Western Sufism

Western Sufism

Sunday, September 11, 2016

The Sufi albums of Franco Battiato

One of the best-known singers of the 1980s in Spain and Italy, Franco Battiato (born 1945, pictured here in 1986), was a Universal Sufi who wrote of his debt to George Gurdjieff, referred to René Guénon, and failed to make much impact on the American market with an album entitled "Echoes of Sufi Dances." This included the lines:
Yet the king of the world
Keeps our hearts enchained.
In the full white dresses
Echoes of Sufi dances
In Japan's undergrounds today
Oxygen machines;
The more all becomes useless
The more we believe it's true
And in the final days
English will not help.
From a Guénonian perspective, it is indeed true that English will not help in the final days--the days at the end of what Guénon on one occasion glossed as "the era of the white boar," a gloss that became the title of Battiato's most Guénonian track, "L'era del cinghiale bianco."

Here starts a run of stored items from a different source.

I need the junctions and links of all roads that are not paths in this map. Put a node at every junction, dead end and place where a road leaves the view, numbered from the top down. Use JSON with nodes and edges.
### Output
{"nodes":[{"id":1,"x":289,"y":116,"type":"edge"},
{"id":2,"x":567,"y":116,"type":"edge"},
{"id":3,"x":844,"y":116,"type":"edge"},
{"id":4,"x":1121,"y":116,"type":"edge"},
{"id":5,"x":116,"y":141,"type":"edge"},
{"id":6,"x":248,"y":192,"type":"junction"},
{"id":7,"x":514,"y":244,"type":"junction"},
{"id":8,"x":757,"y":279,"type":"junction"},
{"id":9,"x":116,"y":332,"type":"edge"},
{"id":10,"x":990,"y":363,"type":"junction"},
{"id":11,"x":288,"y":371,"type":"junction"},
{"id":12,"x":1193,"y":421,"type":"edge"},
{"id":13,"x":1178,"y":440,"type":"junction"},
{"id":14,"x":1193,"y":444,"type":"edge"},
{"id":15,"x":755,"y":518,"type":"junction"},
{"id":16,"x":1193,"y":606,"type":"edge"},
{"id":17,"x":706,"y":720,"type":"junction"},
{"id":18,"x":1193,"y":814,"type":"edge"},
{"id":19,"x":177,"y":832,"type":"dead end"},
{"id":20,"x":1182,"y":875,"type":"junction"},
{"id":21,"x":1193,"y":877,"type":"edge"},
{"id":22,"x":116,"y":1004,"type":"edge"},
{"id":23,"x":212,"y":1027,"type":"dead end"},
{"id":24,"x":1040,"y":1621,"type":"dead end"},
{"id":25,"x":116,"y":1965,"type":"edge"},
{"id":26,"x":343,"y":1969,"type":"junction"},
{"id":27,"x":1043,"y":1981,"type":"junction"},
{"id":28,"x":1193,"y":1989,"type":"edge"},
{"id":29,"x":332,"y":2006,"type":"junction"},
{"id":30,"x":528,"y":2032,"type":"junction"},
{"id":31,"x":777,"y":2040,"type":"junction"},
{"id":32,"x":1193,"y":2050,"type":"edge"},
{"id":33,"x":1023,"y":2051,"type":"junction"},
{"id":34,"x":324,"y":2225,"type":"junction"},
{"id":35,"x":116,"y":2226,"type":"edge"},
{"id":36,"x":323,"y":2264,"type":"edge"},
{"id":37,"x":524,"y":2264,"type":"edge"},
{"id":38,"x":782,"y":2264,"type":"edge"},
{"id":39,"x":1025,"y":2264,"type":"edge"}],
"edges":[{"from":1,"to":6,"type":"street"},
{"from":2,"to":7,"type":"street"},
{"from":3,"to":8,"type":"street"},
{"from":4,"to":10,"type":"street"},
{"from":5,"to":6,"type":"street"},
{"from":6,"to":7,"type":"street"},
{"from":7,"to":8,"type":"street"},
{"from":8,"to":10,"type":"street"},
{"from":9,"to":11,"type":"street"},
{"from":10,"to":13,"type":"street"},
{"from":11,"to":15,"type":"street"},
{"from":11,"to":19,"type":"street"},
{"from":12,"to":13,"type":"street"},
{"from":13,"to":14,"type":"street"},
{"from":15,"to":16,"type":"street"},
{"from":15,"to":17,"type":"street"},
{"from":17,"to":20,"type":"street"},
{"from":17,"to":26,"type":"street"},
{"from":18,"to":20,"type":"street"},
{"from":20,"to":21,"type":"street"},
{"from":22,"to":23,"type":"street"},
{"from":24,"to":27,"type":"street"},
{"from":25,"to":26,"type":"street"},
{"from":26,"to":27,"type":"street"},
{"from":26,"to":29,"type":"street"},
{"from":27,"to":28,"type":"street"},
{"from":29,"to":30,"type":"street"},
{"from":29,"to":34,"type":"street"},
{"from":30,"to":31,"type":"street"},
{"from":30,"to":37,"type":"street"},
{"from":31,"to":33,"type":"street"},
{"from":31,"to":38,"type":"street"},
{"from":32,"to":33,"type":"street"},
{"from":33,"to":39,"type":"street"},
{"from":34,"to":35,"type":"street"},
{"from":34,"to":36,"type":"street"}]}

According to Manuel Ángel Vázquez Medel (“Ecos de danza sufí: la influencia de la cultura árabe: El islam y el sufismo en Franco Battiato,” in El mundo árabe como inspiración, ed. Fátima Roldán Castro; Seville: Universidad de Sevilla, 2012, pp. 153-77), Battiato read P. D. Ouspensky's In Search of the Miraculous: Fragments of an Unknown Teaching in 1975, and in 1978 started learning Arabic, in which language he later recorded some of his songs. He became famous in 1981 with "La voce del padrone" (His master's voice), the first Italian LP ever to sell more than one million copies, which included the track "Centro di gravità permanente"(Permanent center of gravity), which refers to the Gurdjieffian idea of centering the consciousness of self. As well as these albums, Battiato has also composed operas--Genesi (1987) featured whirling dervishes and Arab themes--and painted--again, often dervishes.

My thanks to Francesco Bentivegna for drawing my attention to Battiato's Guénonian connections.